▶ [Records from a data source]:
--------
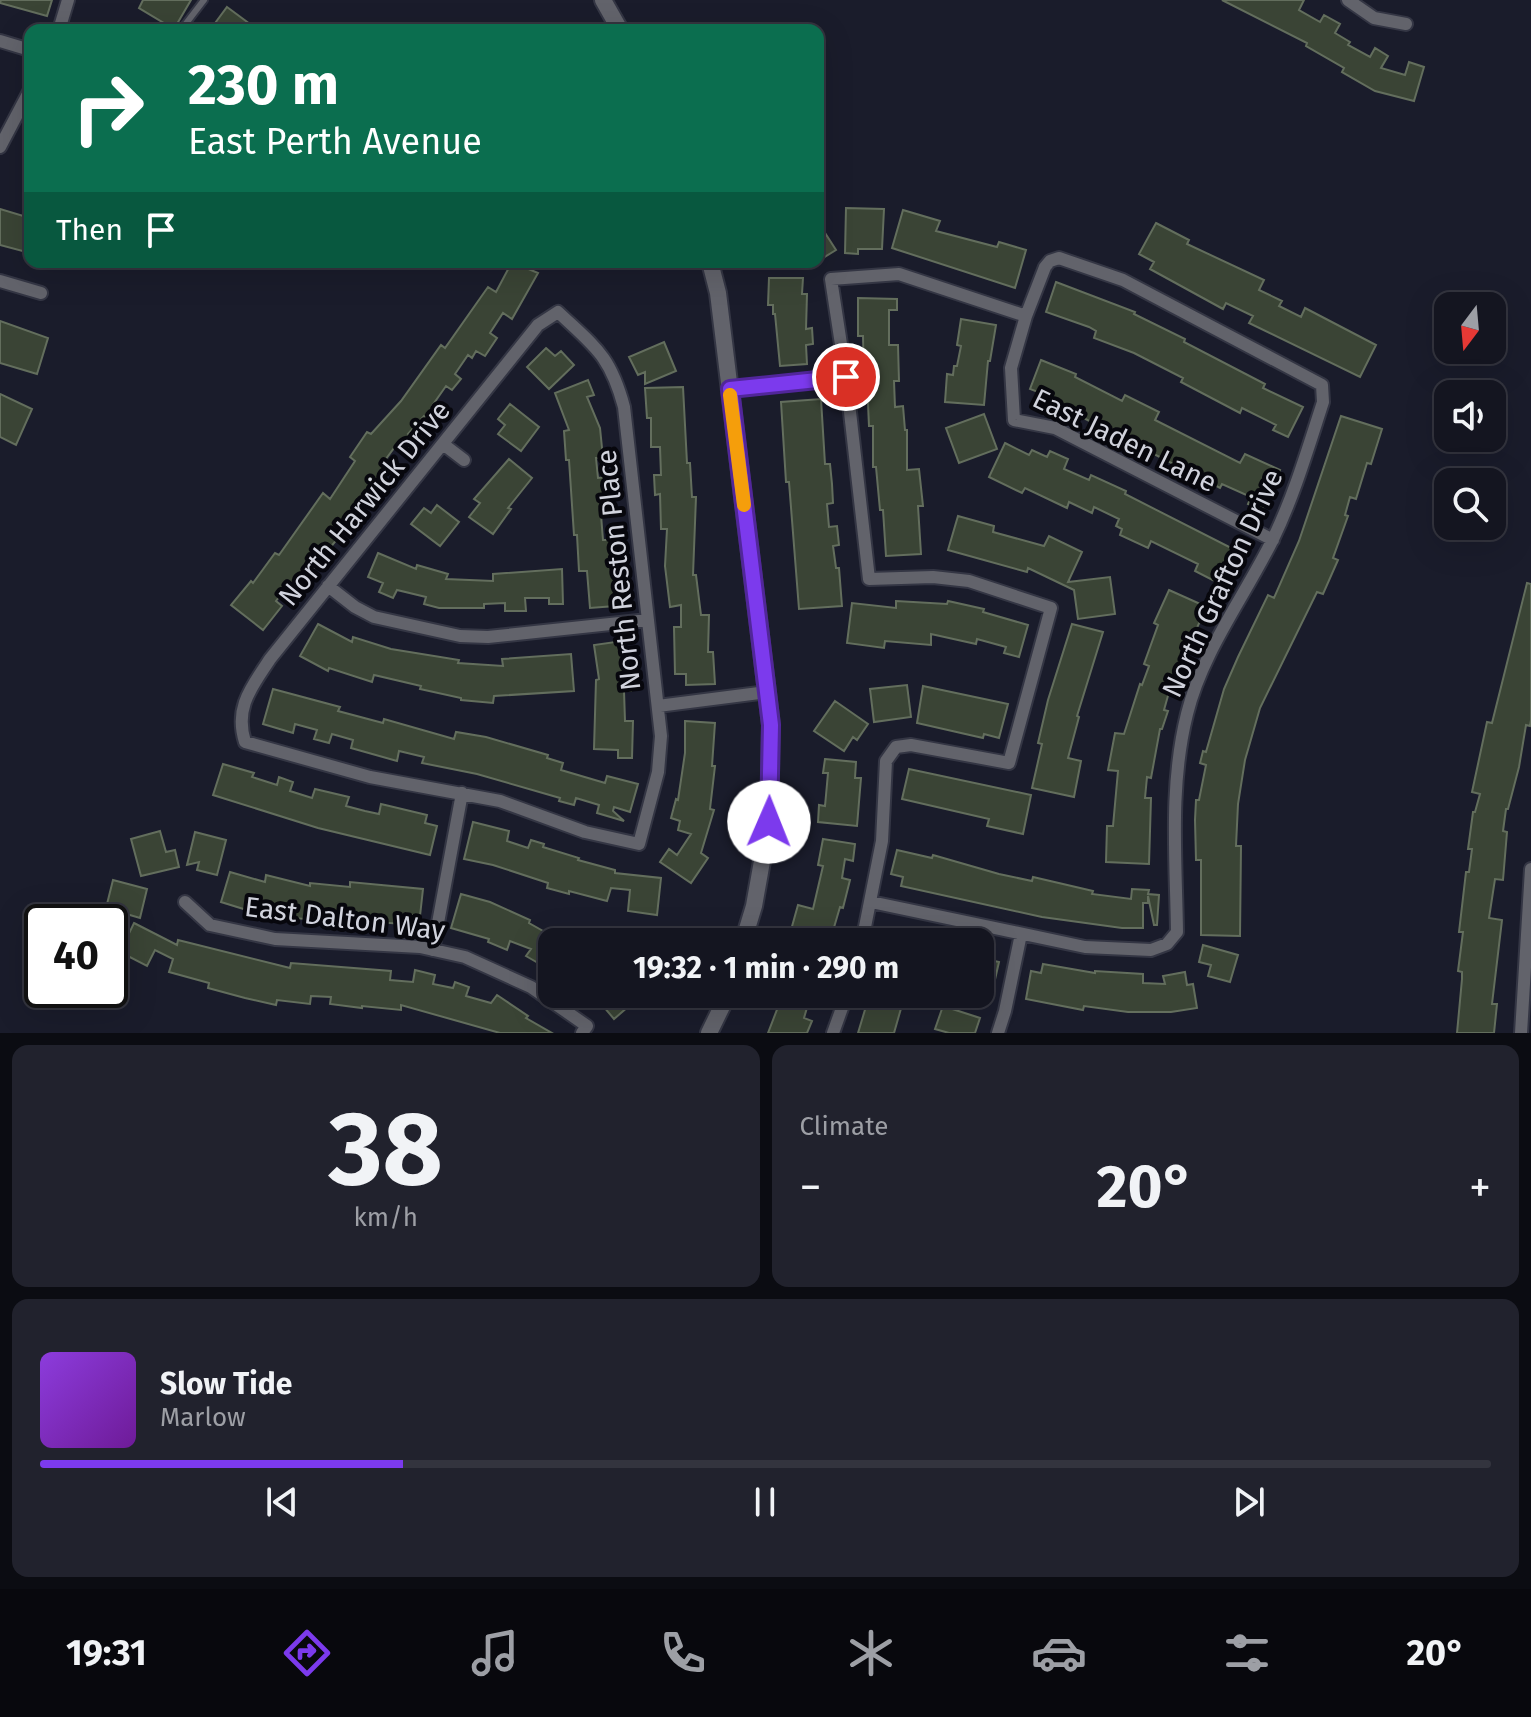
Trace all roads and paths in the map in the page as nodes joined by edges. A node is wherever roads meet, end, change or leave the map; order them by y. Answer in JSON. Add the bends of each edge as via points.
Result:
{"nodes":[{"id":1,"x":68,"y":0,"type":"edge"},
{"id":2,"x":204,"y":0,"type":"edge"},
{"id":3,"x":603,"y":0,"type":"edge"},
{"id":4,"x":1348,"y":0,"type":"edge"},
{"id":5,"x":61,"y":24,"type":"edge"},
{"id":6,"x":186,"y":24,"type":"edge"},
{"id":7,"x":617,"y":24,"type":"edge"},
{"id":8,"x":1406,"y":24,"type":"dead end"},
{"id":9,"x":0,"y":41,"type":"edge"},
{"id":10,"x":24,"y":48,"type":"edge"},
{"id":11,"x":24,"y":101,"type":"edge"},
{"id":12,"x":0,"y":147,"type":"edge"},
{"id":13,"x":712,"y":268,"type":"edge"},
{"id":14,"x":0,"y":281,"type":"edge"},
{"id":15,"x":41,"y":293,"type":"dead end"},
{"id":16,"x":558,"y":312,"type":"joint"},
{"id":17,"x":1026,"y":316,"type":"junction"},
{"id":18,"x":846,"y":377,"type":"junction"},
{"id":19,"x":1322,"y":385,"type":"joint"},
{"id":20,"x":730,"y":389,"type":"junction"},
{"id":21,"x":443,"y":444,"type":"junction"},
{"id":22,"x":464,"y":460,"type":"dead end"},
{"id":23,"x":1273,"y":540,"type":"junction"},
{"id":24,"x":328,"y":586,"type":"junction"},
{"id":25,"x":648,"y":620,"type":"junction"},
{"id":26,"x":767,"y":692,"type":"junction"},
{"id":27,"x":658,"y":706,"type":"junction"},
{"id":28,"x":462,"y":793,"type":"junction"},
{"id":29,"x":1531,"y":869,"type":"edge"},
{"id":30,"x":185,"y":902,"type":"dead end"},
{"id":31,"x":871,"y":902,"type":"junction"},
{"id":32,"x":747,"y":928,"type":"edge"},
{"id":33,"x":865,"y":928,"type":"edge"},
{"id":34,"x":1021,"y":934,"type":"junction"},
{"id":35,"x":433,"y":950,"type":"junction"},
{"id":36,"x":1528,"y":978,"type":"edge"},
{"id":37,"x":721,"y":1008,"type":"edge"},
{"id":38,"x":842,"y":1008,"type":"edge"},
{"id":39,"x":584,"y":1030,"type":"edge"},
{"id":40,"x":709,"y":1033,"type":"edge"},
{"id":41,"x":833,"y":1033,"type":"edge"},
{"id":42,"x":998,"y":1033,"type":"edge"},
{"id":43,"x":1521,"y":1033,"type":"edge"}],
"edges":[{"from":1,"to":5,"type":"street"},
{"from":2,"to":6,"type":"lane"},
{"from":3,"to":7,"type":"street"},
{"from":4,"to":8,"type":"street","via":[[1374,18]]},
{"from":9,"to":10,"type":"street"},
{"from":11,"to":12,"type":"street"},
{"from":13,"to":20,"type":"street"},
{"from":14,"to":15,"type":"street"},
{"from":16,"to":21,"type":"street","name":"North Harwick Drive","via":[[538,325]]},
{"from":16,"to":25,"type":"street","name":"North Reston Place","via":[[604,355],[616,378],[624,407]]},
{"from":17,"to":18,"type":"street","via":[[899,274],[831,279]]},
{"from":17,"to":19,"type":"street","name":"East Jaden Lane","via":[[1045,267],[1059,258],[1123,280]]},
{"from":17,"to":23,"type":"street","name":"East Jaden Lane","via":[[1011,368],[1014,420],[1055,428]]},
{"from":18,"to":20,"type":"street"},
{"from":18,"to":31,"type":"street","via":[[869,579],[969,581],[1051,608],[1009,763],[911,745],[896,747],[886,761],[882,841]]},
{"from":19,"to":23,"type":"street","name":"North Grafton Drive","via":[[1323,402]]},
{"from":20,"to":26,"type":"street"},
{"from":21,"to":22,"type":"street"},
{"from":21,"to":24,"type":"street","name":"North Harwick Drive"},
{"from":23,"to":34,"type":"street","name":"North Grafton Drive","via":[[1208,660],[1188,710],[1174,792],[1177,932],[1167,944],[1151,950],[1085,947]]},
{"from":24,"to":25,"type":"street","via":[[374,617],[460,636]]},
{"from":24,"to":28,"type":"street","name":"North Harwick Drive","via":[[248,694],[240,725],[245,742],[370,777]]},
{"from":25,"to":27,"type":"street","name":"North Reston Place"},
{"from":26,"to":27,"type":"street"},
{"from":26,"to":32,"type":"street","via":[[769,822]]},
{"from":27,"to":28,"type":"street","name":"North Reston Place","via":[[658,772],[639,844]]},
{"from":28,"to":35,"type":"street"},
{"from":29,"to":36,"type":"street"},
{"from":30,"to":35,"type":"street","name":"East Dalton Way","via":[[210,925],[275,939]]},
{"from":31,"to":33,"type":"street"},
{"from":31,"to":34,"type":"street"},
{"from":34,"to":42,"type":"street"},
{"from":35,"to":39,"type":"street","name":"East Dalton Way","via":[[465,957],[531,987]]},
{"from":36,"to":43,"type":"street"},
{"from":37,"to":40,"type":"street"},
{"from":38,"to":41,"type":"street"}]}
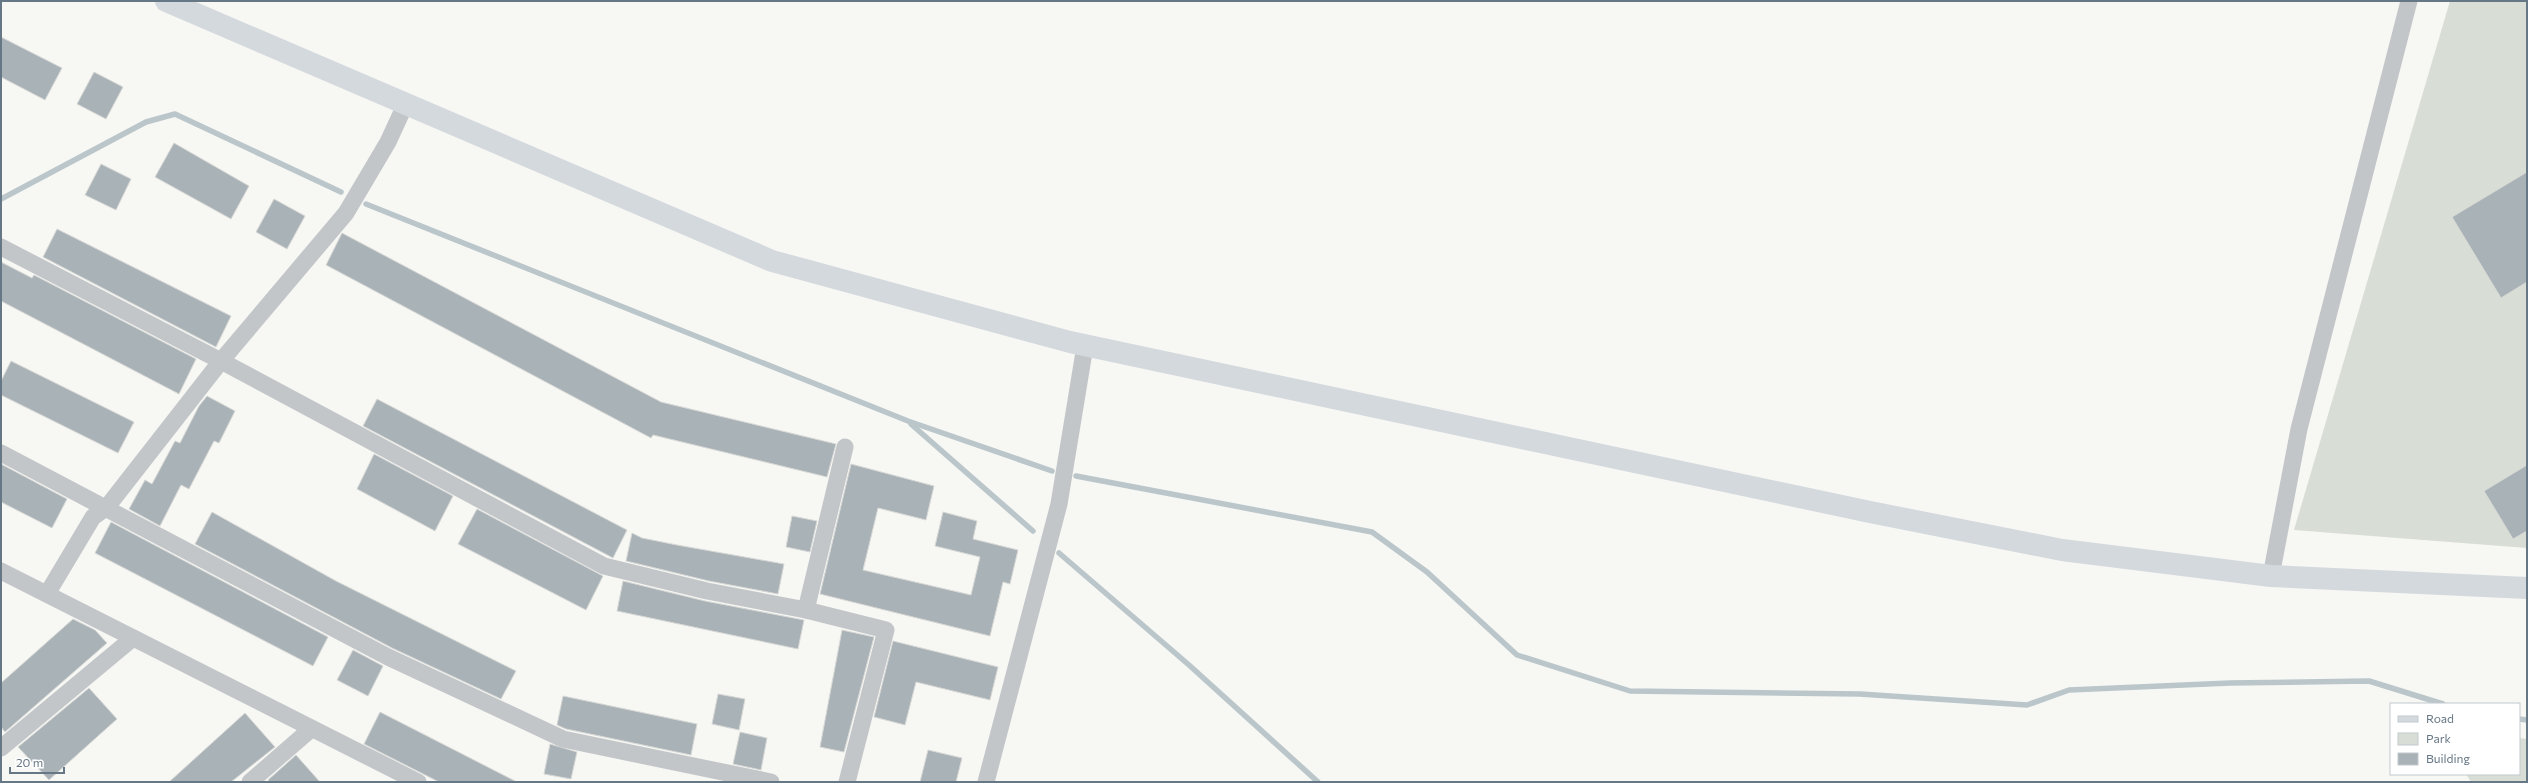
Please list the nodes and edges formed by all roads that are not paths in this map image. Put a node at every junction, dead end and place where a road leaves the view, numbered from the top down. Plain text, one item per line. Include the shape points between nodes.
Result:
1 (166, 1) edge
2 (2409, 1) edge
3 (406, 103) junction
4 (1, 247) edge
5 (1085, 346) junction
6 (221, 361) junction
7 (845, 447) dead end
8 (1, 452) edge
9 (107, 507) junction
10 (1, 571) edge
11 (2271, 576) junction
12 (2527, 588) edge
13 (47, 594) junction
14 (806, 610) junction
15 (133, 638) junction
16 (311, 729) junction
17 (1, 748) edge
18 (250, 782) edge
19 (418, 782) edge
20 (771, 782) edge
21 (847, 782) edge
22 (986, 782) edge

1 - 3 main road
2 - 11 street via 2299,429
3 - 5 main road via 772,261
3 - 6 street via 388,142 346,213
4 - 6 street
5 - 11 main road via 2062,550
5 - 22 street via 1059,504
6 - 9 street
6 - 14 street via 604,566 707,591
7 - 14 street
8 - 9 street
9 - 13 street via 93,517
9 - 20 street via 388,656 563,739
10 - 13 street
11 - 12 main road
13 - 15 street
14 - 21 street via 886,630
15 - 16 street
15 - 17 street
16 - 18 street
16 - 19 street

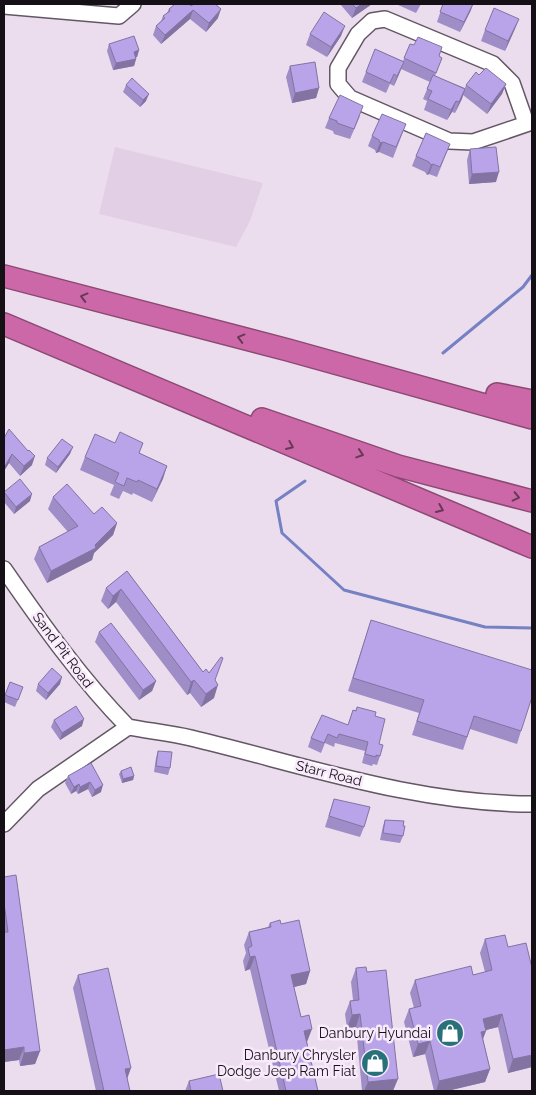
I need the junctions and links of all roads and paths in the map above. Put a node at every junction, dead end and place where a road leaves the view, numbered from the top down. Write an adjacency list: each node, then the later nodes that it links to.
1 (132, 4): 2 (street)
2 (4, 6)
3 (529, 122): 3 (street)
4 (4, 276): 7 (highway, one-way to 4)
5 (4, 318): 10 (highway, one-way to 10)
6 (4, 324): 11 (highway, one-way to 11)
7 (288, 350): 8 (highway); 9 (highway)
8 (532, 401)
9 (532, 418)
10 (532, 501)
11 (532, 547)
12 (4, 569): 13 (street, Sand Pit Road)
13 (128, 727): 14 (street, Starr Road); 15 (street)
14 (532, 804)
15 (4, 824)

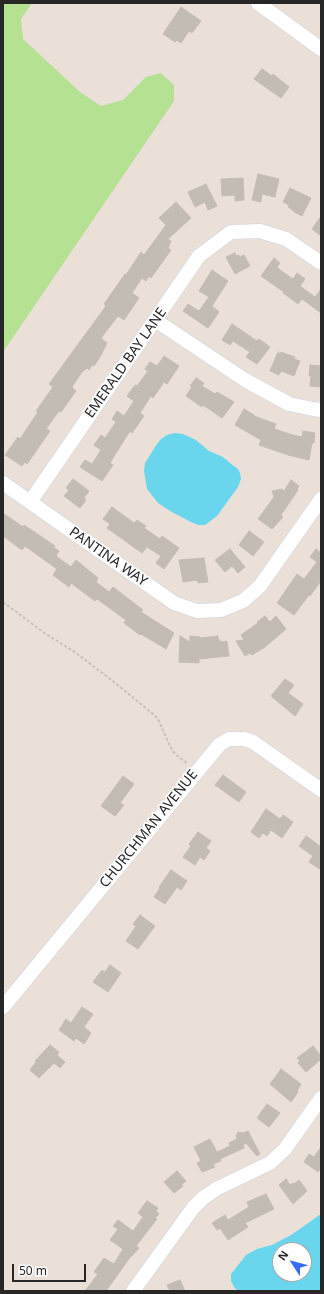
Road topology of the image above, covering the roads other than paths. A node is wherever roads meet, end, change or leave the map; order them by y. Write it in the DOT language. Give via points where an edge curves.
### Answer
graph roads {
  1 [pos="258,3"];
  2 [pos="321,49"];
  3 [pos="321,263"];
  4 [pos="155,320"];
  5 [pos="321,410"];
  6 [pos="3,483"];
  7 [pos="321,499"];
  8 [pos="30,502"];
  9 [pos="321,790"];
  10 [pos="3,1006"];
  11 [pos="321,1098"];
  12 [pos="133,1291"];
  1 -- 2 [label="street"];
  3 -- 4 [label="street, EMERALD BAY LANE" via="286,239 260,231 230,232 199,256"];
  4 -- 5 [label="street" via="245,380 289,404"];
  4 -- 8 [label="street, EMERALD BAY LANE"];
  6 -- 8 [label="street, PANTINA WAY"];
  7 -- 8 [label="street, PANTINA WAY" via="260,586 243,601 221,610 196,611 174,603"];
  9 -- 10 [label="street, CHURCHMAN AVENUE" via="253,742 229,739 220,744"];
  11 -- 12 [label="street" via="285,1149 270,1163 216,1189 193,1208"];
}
--------
▶ [TASK STATEMENT]: Some of the data mentions "main". Copy every line where it does.

▶ [ANSWER TO THE EXERCISE]:
1 - 3 main road
3 - 5 main road via 772,261
5 - 11 main road via 2062,550
11 - 12 main road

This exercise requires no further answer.